== Working data ==

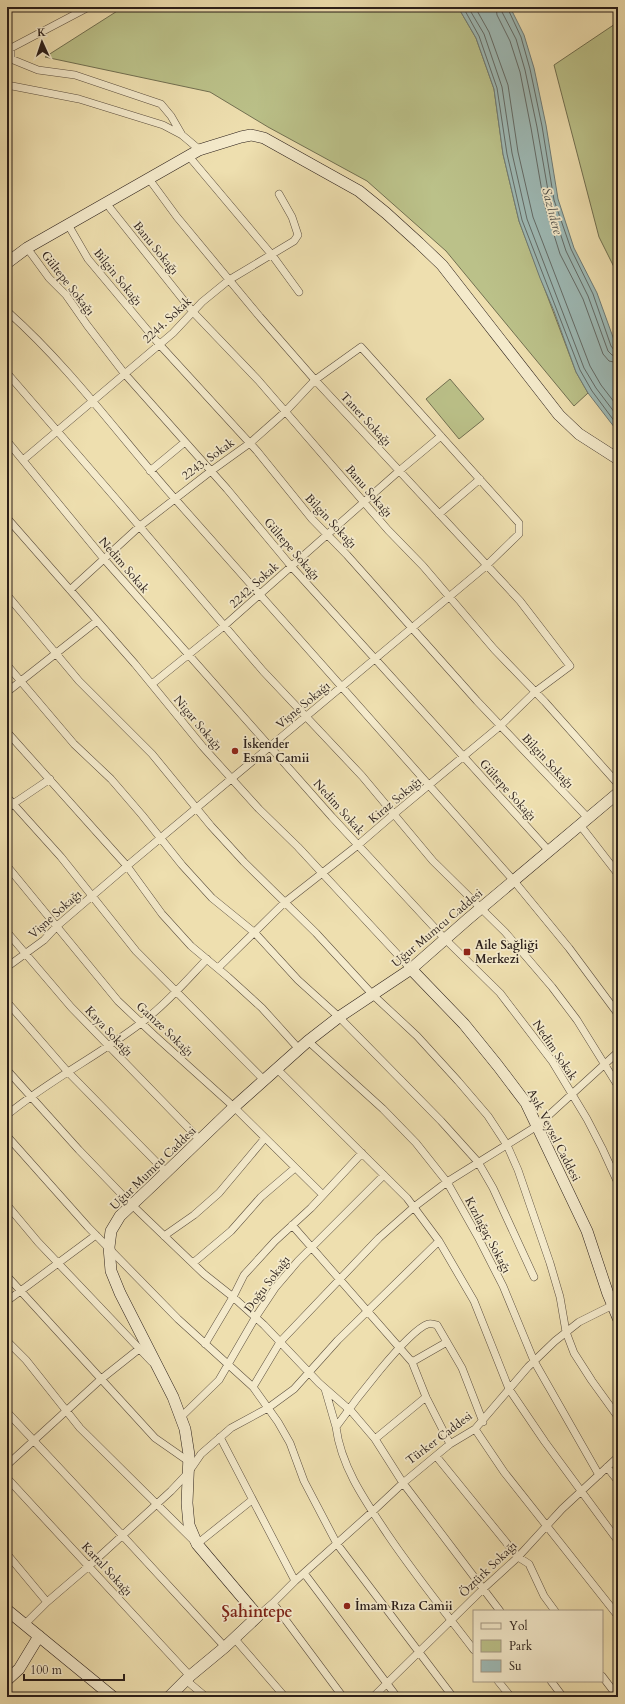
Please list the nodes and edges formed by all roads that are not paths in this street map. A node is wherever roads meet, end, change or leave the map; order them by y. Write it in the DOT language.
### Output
graph roads {
  1 [pos="87,8"];
  2 [pos="7,85"];
  3 [pos="182,135"];
  4 [pos="202,152"];
  5 [pos="192,160"];
  6 [pos="152,183"];
  7 [pos="280,194"];
  8 [pos="110,208"];
  9 [pos="70,228"];
  10 [pos="30,252"];
  11 [pos="272,255"];
  12 [pos="7,263"];
  13 [pos="7,270"];
  14 [pos="229,280"];
  15 [pos="299,292"];
  16 [pos="8,312"];
  17 [pos="193,312"];
  18 [pos="159,344"];
  19 [pos="7,373"];
  20 [pos="124,373"];
  21 [pos="315,380"];
  22 [pos="92,400"];
  23 [pos="285,412"];
  24 [pos="57,430"];
  25 [pos="441,436"];
  26 [pos="7,442"];
  27 [pos="185,442"];
  28 [pos="250,443"];
  29 [pos="618,459"];
  30 [pos="23,460"];
  31 [pos="150,471"];
  32 [pos="210,471"];
  33 [pos="398,471"];
  34 [pos="480,479"];
  35 [pos="174,498"];
  36 [pos="364,502"];
  37 [pos="439,514"];
  38 [pos="7,518"];
  39 [pos="140,526"];
  40 [pos="328,535"];
  41 [pos="104,559"];
  42 [pos="291,566"];
  43 [pos="486,566"];
  44 [pos="70,590"];
  45 [pos="7,595"];
  46 [pos="260,595"];
  47 [pos="450,596"];
  48 [pos="97,621"];
  49 [pos="224,626"];
  50 [pos="412,628"];
  51 [pos="56,654"];
  52 [pos="188,655"];
  53 [pos="376,658"];
  54 [pos="7,665"];
  55 [pos="570,666"];
  56 [pos="21,682"];
  57 [pos="152,684"];
  58 [pos="342,687"];
  59 [pos="7,692"];
  60 [pos="535,692"];
  61 [pos="306,716"];
  62 [pos="500,726"];
  63 [pos="7,732"];
  64 [pos="270,747"];
  65 [pos="463,756"];
  66 [pos="50,779"];
  67 [pos="232,779"];
  68 [pos="618,784"];
  69 [pos="429,786"];
  70 [pos="7,797"];
  71 [pos="616,798"];
  72 [pos="10,806"];
  73 [pos="197,808"];
  74 [pos="394,814"];
  75 [pos="584,822"];
  76 [pos="161,838"];
  77 [pos="358,845"];
  78 [pos="549,851"];
  79 [pos="7,866"];
  80 [pos="127,866"];
  81 [pos="322,873"];
  82 [pos="618,874"];
  83 [pos="514,880"];
  84 [pos="91,897"];
  85 [pos="284,903"];
  86 [pos="482,907"];
  87 [pos="57,926"];
  88 [pos="7,932"];
  89 [pos="255,933"];
  90 [pos="445,939"];
  91 [pos="26,954"];
  92 [pos="207,959"];
  93 [pos="7,967"];
  94 [pos="218,968"];
  95 [pos="411,970"];
  96 [pos="176,992"];
  97 [pos="373,995"];
  98 [pos="7,1002"];
  99 [pos="618,1014"];
  100 [pos="339,1017"];
  101 [pos="141,1023"];
  102 [pos="308,1041"];
  103 [pos="107,1045"];
  104 [pos="299,1049"];
  105 [pos="618,1052"];
  106 [pos="605,1064"];
  107 [pos="277,1069"];
  108 [pos="7,1070"];
  109 [pos="68,1071"];
  110 [pos="264,1080"];
  111 [pos="618,1086"];
  112 [pos="572,1095"];
  113 [pos="30,1096"];
  114 [pos="234,1107"];
  115 [pos="7,1114"];
  116 [pos="537,1126"];
  117 [pos="7,1136"];
  118 [pos="266,1138"];
  119 [pos="200,1140"];
  120 [pos="507,1144"];
  121 [pos="362,1153"];
  122 [pos="478,1162"];
  123 [pos="295,1168"];
  124 [pos="166,1172"];
  125 [pos="384,1175"];
  126 [pos="446,1182"];
  127 [pos="618,1183"];
  128 [pos="323,1195"];
  129 [pos="132,1205"];
  130 [pos="7,1206"];
  131 [pos="414,1207"];
  132 [pos="292,1225"];
  133 [pos="96,1235"];
  134 [pos="164,1236"];
  135 [pos="439,1240"];
  136 [pos="109,1247"];
  137 [pos="310,1247"];
  138 [pos="58,1263"];
  139 [pos="194,1264"];
  140 [pos="7,1276"];
  141 [pos="534,1277"];
  142 [pos="339,1280"];
  143 [pos="20,1291"];
  144 [pos="233,1297"];
  145 [pos="7,1301"];
  146 [pos="615,1302"];
  147 [pos="367,1312"];
  148 [pos="255,1318"];
  149 [pos="618,1318"];
  150 [pos="566,1332"];
  151 [pos="7,1341"];
  152 [pos="280,1342"];
  153 [pos="447,1342"];
  154 [pos="205,1344"];
  155 [pos="139,1348"];
  156 [pos="400,1348"];
  157 [pos="534,1361"];
  158 [pos="412,1362"];
  159 [pos="228,1366"];
  160 [pos="159,1369"];
  161 [pos="309,1372"];
  162 [pos="100,1380"];
  163 [pos="253,1387"];
  164 [pos="324,1387"];
  165 [pos="509,1389"];
  166 [pos="426,1397"];
  167 [pos="268,1408"];
  168 [pos="349,1409"];
  169 [pos="66,1411"];
  170 [pos="7,1412"];
  171 [pos="181,1417"];
  172 [pos="618,1417"];
  173 [pos="483,1422"];
  174 [pos="336,1427"];
  175 [pos="475,1429"];
  176 [pos="220,1437"];
  177 [pos="33,1440"];
  178 [pos="375,1440"];
  179 [pos="450,1444"];
  180 [pos="436,1456"];
  181 [pos="618,1457"];
  182 [pos="188,1461"];
  183 [pos="7,1465"];
  184 [pos="607,1467"];
  185 [pos="188,1473"];
  186 [pos="599,1475"];
  187 [pos="7,1478"];
  188 [pos="618,1481"];
  189 [pos="403,1483"];
  190 [pos="581,1492"];
  191 [pos="252,1500"];
  192 [pos="156,1504"];
  193 [pos="372,1512"];
  194 [pos="547,1525"];
  195 [pos="122,1535"];
  196 [pos="618,1542"];
  197 [pos="197,1544"];
  198 [pos="337,1544"];
  199 [pos="7,1554"];
  200 [pos="518,1557"];
  201 [pos="89,1566"];
  202 [pos="304,1573"];
  203 [pos="295,1581"];
  204 [pos="484,1588"];
  205 [pos="47,1602"];
  206 [pos="273,1604"];
  207 [pos="7,1610"];
  208 [pos="499,1610"];
  209 [pos="554,1610"];
  210 [pos="258,1616"];
  211 [pos="618,1616"];
  212 [pos="451,1620"];
  213 [pos="24,1625"];
  214 [pos="39,1636"];
  215 [pos="234,1638"];
  216 [pos="225,1648"];
  217 [pos="473,1649"];
  218 [pos="419,1651"];
  219 [pos="603,1677"];
  220 [pos="188,1678"];
  221 [pos="7,1680"];
  222 [pos="499,1682"];
  223 [pos="552,1682"];
  224 [pos="387,1683"];
  225 [pos="113,1697"];
  226 [pos="169,1697"];
  227 [pos="206,1697"];
  228 [pos="285,1697"];
  229 [pos="343,1697"];
  230 [pos="373,1697"];
  231 [pos="397,1697"];
  232 [pos="453,1697"];
  233 [pos="511,1697"];
  234 [pos="563,1697"];
  235 [pos="618,1697"];
  1 -- 3 [label="street"];
  2 -- 3 [label="street"];
  3 -- 4 [label="street"];
  4 -- 5 [label="street"];
  4 -- 12 [label="street"];
  4 -- 29 [label="street"];
  5 -- 6 [label="street"];
  5 -- 11 [label="street"];
  6 -- 8 [label="street"];
  6 -- 14 [label="street, Taner Sokağı"];
  7 -- 11 [label="street, 2244. Sokak"];
  8 -- 9 [label="street"];
  8 -- 17 [label="street, Banu Sokağı"];
  9 -- 10 [label="street"];
  9 -- 18 [label="street, Bilgin Sokağı"];
  10 -- 13 [label="street"];
  10 -- 20 [label="street, Gültepe Sokağı"];
  11 -- 14 [label="street, 2244. Sokak"];
  11 -- 15 [label="street"];
  14 -- 17 [label="street, 2244. Sokak"];
  14 -- 21 [label="street, Taner Sokağı"];
  16 -- 22 [label="street"];
  17 -- 18 [label="street, 2244. Sokak"];
  17 -- 23 [label="street, Banu Sokağı"];
  18 -- 20 [label="street, 2244. Sokak"];
  18 -- 28 [label="street, Bilgin Sokağı"];
  19 -- 24 [label="street"];
  20 -- 22 [label="street, 2244. Sokak"];
  20 -- 27 [label="street, Gültepe Sokağı"];
  21 -- 23 [label="street, 2243. Sokak"];
  21 -- 25 [label="street, 2243. Sokak"];
  21 -- 33 [label="street, Taner Sokağı"];
  22 -- 24 [label="street, 2244. Sokak"];
  22 -- 31 [label="street"];
  23 -- 28 [label="street, 2243. Sokak"];
  23 -- 36 [label="street, Banu Sokağı"];
  24 -- 30 [label="street, 2244. Sokak"];
  24 -- 39 [label="street"];
  25 -- 33 [label="street, 2242. Sokak"];
  25 -- 34 [label="street"];
  26 -- 30 [label="street, Nedim Sokak"];
  27 -- 31 [label="street"];
  27 -- 32 [label="street, Gültepe Sokağı"];
  28 -- 32 [label="street, 2243. Sokak"];
  28 -- 40 [label="street, Bilgin Sokağı"];
  30 -- 41 [label="street, Nedim Sokak"];
  31 -- 35 [label="street"];
  32 -- 35 [label="street, 2243. Sokak"];
  32 -- 42 [label="street, Gültepe Sokağı"];
  33 -- 36 [label="street, 2242. Sokak"];
  33 -- 37 [label="street, Taner Sokağı"];
  34 -- 37 [label="street"];
  34 -- 43 [label="street, Vişne Sokağı"];
  35 -- 39 [label="street, 2243. Sokak"];
  35 -- 46 [label="street"];
  36 -- 40 [label="street, 2242. Sokak"];
  36 -- 47 [label="street, Banu Sokağı"];
  37 -- 43 [label="street, Taner Sokağı"];
  38 -- 44 [label="street, Nigar Sokağı"];
  39 -- 41 [label="street, 2243. Sokak"];
  39 -- 49 [label="street"];
  40 -- 42 [label="street, 2242. Sokak"];
  40 -- 50 [label="street, Bilgin Sokağı"];
  41 -- 44 [label="street, 2243. Sokak"];
  41 -- 52 [label="street, Nedim Sokak"];
  42 -- 46 [label="street, 2242. Sokak"];
  42 -- 53 [label="street, Gültepe Sokağı"];
  43 -- 47 [label="street, Vişne Sokağı"];
  43 -- 55 [label="street, Taner Sokağı"];
  44 -- 48 [label="street, Nigar Sokağı"];
  45 -- 51 [label="street"];
  46 -- 49 [label="street, 2242. Sokak"];
  46 -- 58 [label="street"];
  47 -- 50 [label="street, Vişne Sokağı"];
  47 -- 60 [label="street, Banu Sokağı"];
  48 -- 51 [label="street"];
  48 -- 57 [label="street, Nigar Sokağı"];
  49 -- 52 [label="street, 2242. Sokak"];
  49 -- 61 [label="street"];
  50 -- 53 [label="street, Vişne Sokağı"];
  50 -- 62 [label="street, Bilgin Sokağı"];
  51 -- 56 [label="street"];
  51 -- 73 [label="street"];
  52 -- 57 [label="street, 2242. Sokak"];
  52 -- 64 [label="street, Nedim Sokak"];
  53 -- 58 [label="street, Vişne Sokağı"];
  53 -- 65 [label="street, Gültepe Sokağı"];
  54 -- 56 [label="street"];
  55 -- 60 [label="street, Kiraz Sokağı"];
  56 -- 59 [label="street"];
  56 -- 76 [label="street"];
  57 -- 67 [label="street, Nigar Sokağı"];
  58 -- 61 [label="street, Vişne Sokağı"];
  58 -- 69 [label="street"];
  60 -- 62 [label="street, Kiraz Sokağı"];
  60 -- 68 [label="street, Banu Sokağı"];
  61 -- 64 [label="street, Vişne Sokağı"];
  61 -- 74 [label="street"];
  62 -- 65 [label="street, Kiraz Sokağı"];
  62 -- 75 [label="street, Bilgin Sokağı"];
  63 -- 66 [label="street"];
  64 -- 67 [label="street, Vişne Sokağı"];
  64 -- 77 [label="street, Nedim Sokak"];
  65 -- 69 [label="street, Kiraz Sokağı"];
  65 -- 78 [label="street, Gültepe Sokağı"];
  66 -- 72 [label="street"];
  66 -- 80 [label="street"];
  67 -- 73 [label="street, Vişne Sokağı"];
  67 -- 81 [label="street, Nigar Sokağı"];
  69 -- 74 [label="street, Kiraz Sokağı"];
  69 -- 83 [label="street"];
  70 -- 72 [label="street"];
  71 -- 75 [label="street, Uğur Mumcu Caddesi"];
  72 -- 84 [label="street"];
  73 -- 76 [label="street, Vişne Sokağı"];
  73 -- 85 [label="street"];
  74 -- 77 [label="street, Kiraz Sokağı"];
  74 -- 86 [label="street"];
  75 -- 78 [label="street, Uğur Mumcu Caddesi"];
  75 -- 82 [label="street, Bilgin Sokağı"];
  76 -- 80 [label="street, Vişne Sokağı"];
  76 -- 89 [label="street"];
  77 -- 81 [label="street, Kiraz Sokağı"];
  77 -- 90 [label="street, Nedim Sokak"];
  78 -- 83 [label="street, Uğur Mumcu Caddesi"];
  79 -- 87 [label="street, Gamze Sokağı"];
  80 -- 84 [label="street, Vişne Sokağı"];
  80 -- 92 [label="street"];
  81 -- 85 [label="street, Kiraz Sokağı"];
  81 -- 95 [label="street, Nigar Sokağı"];
  83 -- 86 [label="street, Uğur Mumcu Caddesi"];
  83 -- 99 [label="street"];
  84 -- 87 [label="street, Vişne Sokağı"];
  84 -- 96 [label="street"];
  85 -- 89 [label="street, Kiraz Sokağı"];
  85 -- 97 [label="street"];
  86 -- 90 [label="street, Uğur Mumcu Caddesi"];
  86 -- 106 [label="street"];
  87 -- 91 [label="street, Vişne Sokağı"];
  87 -- 101 [label="street, Gamze Sokağı"];
  88 -- 91 [label="street, Kaya Sokağı"];
  89 -- 94 [label="street, Kiraz Sokağı"];
  89 -- 100 [label="street"];
  90 -- 95 [label="street, Uğur Mumcu Caddesi"];
  90 -- 112 [label="street, Nedim Sokak"];
  91 -- 93 [label="street, Vişne Sokağı"];
  91 -- 103 [label="street, Kaya Sokağı"];
  92 -- 94 [label="street"];
  92 -- 96 [label="street"];
  94 -- 104 [label="street"];
  95 -- 97 [label="street, Uğur Mumcu Caddesi"];
  95 -- 116 [label="street, Aşık Veysel Caddesi"];
  96 -- 101 [label="street"];
  96 -- 110 [label="street"];
  97 -- 100 [label="street, Uğur Mumcu Caddesi"];
  97 -- 120 [label="street"];
  98 -- 109 [label="street"];
  100 -- 102 [label="street, Uğur Mumcu Caddesi"];
  100 -- 122 [label="street"];
  101 -- 103 [label="street"];
  101 -- 114 [label="street, Gamze Sokağı"];
  102 -- 104 [label="street, Uğur Mumcu Caddesi"];
  102 -- 126 [label="street, Kızılağaç Sokağı"];
  103 -- 109 [label="street"];
  103 -- 119 [label="street, Kaya Sokağı"];
  104 -- 107 [label="street, Uğur Mumcu Caddesi"];
  105 -- 106 [label="street"];
  106 -- 111 [label="street"];
  106 -- 112 [label="street"];
  107 -- 110 [label="street, Uğur Mumcu Caddesi"];
  107 -- 121 [label="street"];
  108 -- 113 [label="street"];
  109 -- 113 [label="street"];
  109 -- 124 [label="street"];
  110 -- 114 [label="street, Uğur Mumcu Caddesi"];
  112 -- 116 [label="street"];
  112 -- 127 [label="street, Nedim Sokak"];
  113 -- 115 [label="street"];
  113 -- 129 [label="street"];
  114 -- 118 [label="street, Gamze Sokağı"];
  114 -- 119 [label="street, Uğur Mumcu Caddesi"];
  116 -- 120 [label="street"];
  116 -- 146 [label="street, Aşık Veysel Caddesi"];
  117 -- 133 [label="street"];
  118 -- 123 [label="street, Gamze Sokağı"];
  118 -- 134 [label="street"];
  119 -- 124 [label="street, Uğur Mumcu Caddesi"];
  120 -- 122 [label="street"];
  120 -- 150 [label="street"];
  121 -- 125 [label="street"];
  121 -- 128 [label="street"];
  122 -- 126 [label="street"];
  122 -- 141 [label="street"];
  123 -- 128 [label="street, Gamze Sokağı"];
  123 -- 139 [label="street"];
  124 -- 129 [label="street, Uğur Mumcu Caddesi"];
  125 -- 131 [label="street"];
  125 -- 137 [label="street, Doğu Sokağı"];
  126 -- 131 [label="street"];
  126 -- 157 [label="street, Kızılağaç Sokağı"];
  128 -- 132 [label="street"];
  129 -- 134 [label="street"];
  129 -- 136 [label="street, Uğur Mumcu Caddesi"];
  130 -- 138 [label="street"];
  131 -- 135 [label="street"];
  131 -- 142 [label="street"];
  132 -- 137 [label="street"];
  132 -- 144 [label="street"];
  133 -- 136 [label="street"];
  133 -- 138 [label="street"];
  134 -- 139 [label="street"];
  135 -- 147 [label="street"];
  135 -- 165 [label="street"];
  136 -- 154 [label="street"];
  136 -- 160 [label="street, Uğur Mumcu Caddesi"];
  137 -- 142 [label="street"];
  137 -- 148 [label="street, Doğu Sokağı"];
  138 -- 143 [label="street"];
  138 -- 155 [label="street"];
  139 -- 144 [label="street"];
  140 -- 143 [label="street"];
  142 -- 147 [label="street"];
  142 -- 152 [label="street"];
  143 -- 145 [label="street"];
  143 -- 162 [label="street"];
  144 -- 148 [label="street"];
  144 -- 154 [label="street"];
  146 -- 149 [label="street, Aşık Veysel Caddesi"];
  146 -- 150 [label="street, Türker Caddesi"];
  147 -- 156 [label="street"];
  147 -- 161 [label="street"];
  148 -- 152 [label="street"];
  148 -- 159 [label="street, Doğu Sokağı"];
  150 -- 157 [label="street, Türker Caddesi"];
  150 -- 172 [label="street"];
  151 -- 169 [label="street"];
  152 -- 161 [label="street"];
  152 -- 163 [label="street"];
  153 -- 156 [label="street"];
  153 -- 158 [label="street"];
  153 -- 173 [label="street"];
  154 -- 159 [label="street"];
  155 -- 160 [label="street"];
  155 -- 162 [label="street"];
  156 -- 158 [label="street"];
  156 -- 168 [label="street"];
  157 -- 165 [label="street, Türker Caddesi"];
  157 -- 186 [label="street, Kızılağaç Sokağı"];
  158 -- 166 [label="street"];
  159 -- 163 [label="street"];
  159 -- 171 [label="street, Doğu Sokağı"];
  160 -- 171 [label="street, Uğur Mumcu Caddesi"];
  161 -- 164 [label="street"];
  161 -- 167 [label="street"];
  162 -- 169 [label="street"];
  162 -- 182 [label="street"];
  163 -- 167 [label="street"];
  164 -- 168 [label="street"];
  164 -- 174 [label="street"];
  165 -- 173 [label="street, Türker Caddesi"];
  165 -- 190 [label="street"];
  166 -- 178 [label="street"];
  166 -- 179 [label="street"];
  167 -- 176 [label="street"];
  167 -- 198 [label="street"];
  168 -- 174 [label="street"];
  168 -- 178 [label="street"];
  169 -- 177 [label="street"];
  169 -- 192 [label="street"];
  170 -- 177 [label="street"];
  171 -- 182 [label="street, Uğur Mumcu Caddesi"];
  173 -- 175 [label="street, Türker Caddesi"];
  174 -- 193 [label="street"];
  175 -- 179 [label="street, Türker Caddesi"];
  175 -- 194 [label="street"];
  176 -- 185 [label="street"];
  176 -- 191 [label="street"];
  177 -- 183 [label="street"];
  177 -- 195 [label="street"];
  178 -- 189 [label="street"];
  179 -- 180 [label="street, Türker Caddesi"];
  180 -- 189 [label="street, Türker Caddesi"];
  180 -- 200 [label="street"];
  181 -- 184 [label="street, Öztürk Sokağı"];
  182 -- 185 [label="street, Uğur Mumcu Caddesi"];
  184 -- 186 [label="street, Öztürk Sokağı"];
  184 -- 188 [label="street"];
  185 -- 192 [label="street"];
  185 -- 197 [label="street, Uğur Mumcu Caddesi"];
  186 -- 190 [label="street, Öztürk Sokağı"];
  187 -- 201 [label="street, Kartal Sokağı"];
  189 -- 193 [label="street, Türker Caddesi"];
  189 -- 204 [label="street"];
  190 -- 194 [label="street, Öztürk Sokağı"];
  190 -- 196 [label="street"];
  191 -- 197 [label="street"];
  191 -- 203 [label="street"];
  192 -- 195 [label="street"];
  192 -- 197 [label="street"];
  193 -- 198 [label="street, Türker Caddesi"];
  193 -- 212 [label="street"];
  194 -- 200 [label="street, Öztürk Sokağı"];
  194 -- 211 [label="street"];
  195 -- 201 [label="street"];
  195 -- 216 [label="street"];
  197 -- 210 [label="street, Uğur Mumcu Caddesi"];
  198 -- 202 [label="street, Türker Caddesi"];
  198 -- 218 [label="street"];
  199 -- 205 [label="street"];
  200 -- 204 [label="street, Öztürk Sokağı"];
  200 -- 209 [label="street"];
  201 -- 205 [label="street"];
  201 -- 220 [label="street, Kartal Sokağı"];
  202 -- 203 [label="street, Türker Caddesi"];
  202 -- 224 [label="street"];
  203 -- 206 [label="street, Türker Caddesi"];
  204 -- 208 [label="street"];
  204 -- 212 [label="street, Öztürk Sokağı"];
  205 -- 213 [label="street"];
  206 -- 210 [label="street, Türker Caddesi"];
  206 -- 229 [label="street"];
  207 -- 213 [label="street"];
  210 -- 215 [label="street"];
  212 -- 217 [label="street"];
  212 -- 218 [label="street, Öztürk Sokağı"];
  213 -- 214 [label="street"];
  214 -- 221 [label="street"];
  214 -- 225 [label="street"];
  215 -- 216 [label="street"];
  215 -- 228 [label="street"];
  216 -- 220 [label="street"];
  218 -- 224 [label="street, Öztürk Sokağı"];
  218 -- 232 [label="street"];
  219 -- 235 [label="street"];
  220 -- 226 [label="street"];
  220 -- 227 [label="street, Kartal Sokağı"];
  222 -- 233 [label="street"];
  223 -- 234 [label="street"];
  224 -- 230 [label="street, Öztürk Sokağı"];
  224 -- 231 [label="street"];
}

===

**Problem description**
A single figure is required: the number of lines above in which the word "Gamze" occurs.

**Response to the exercise**
6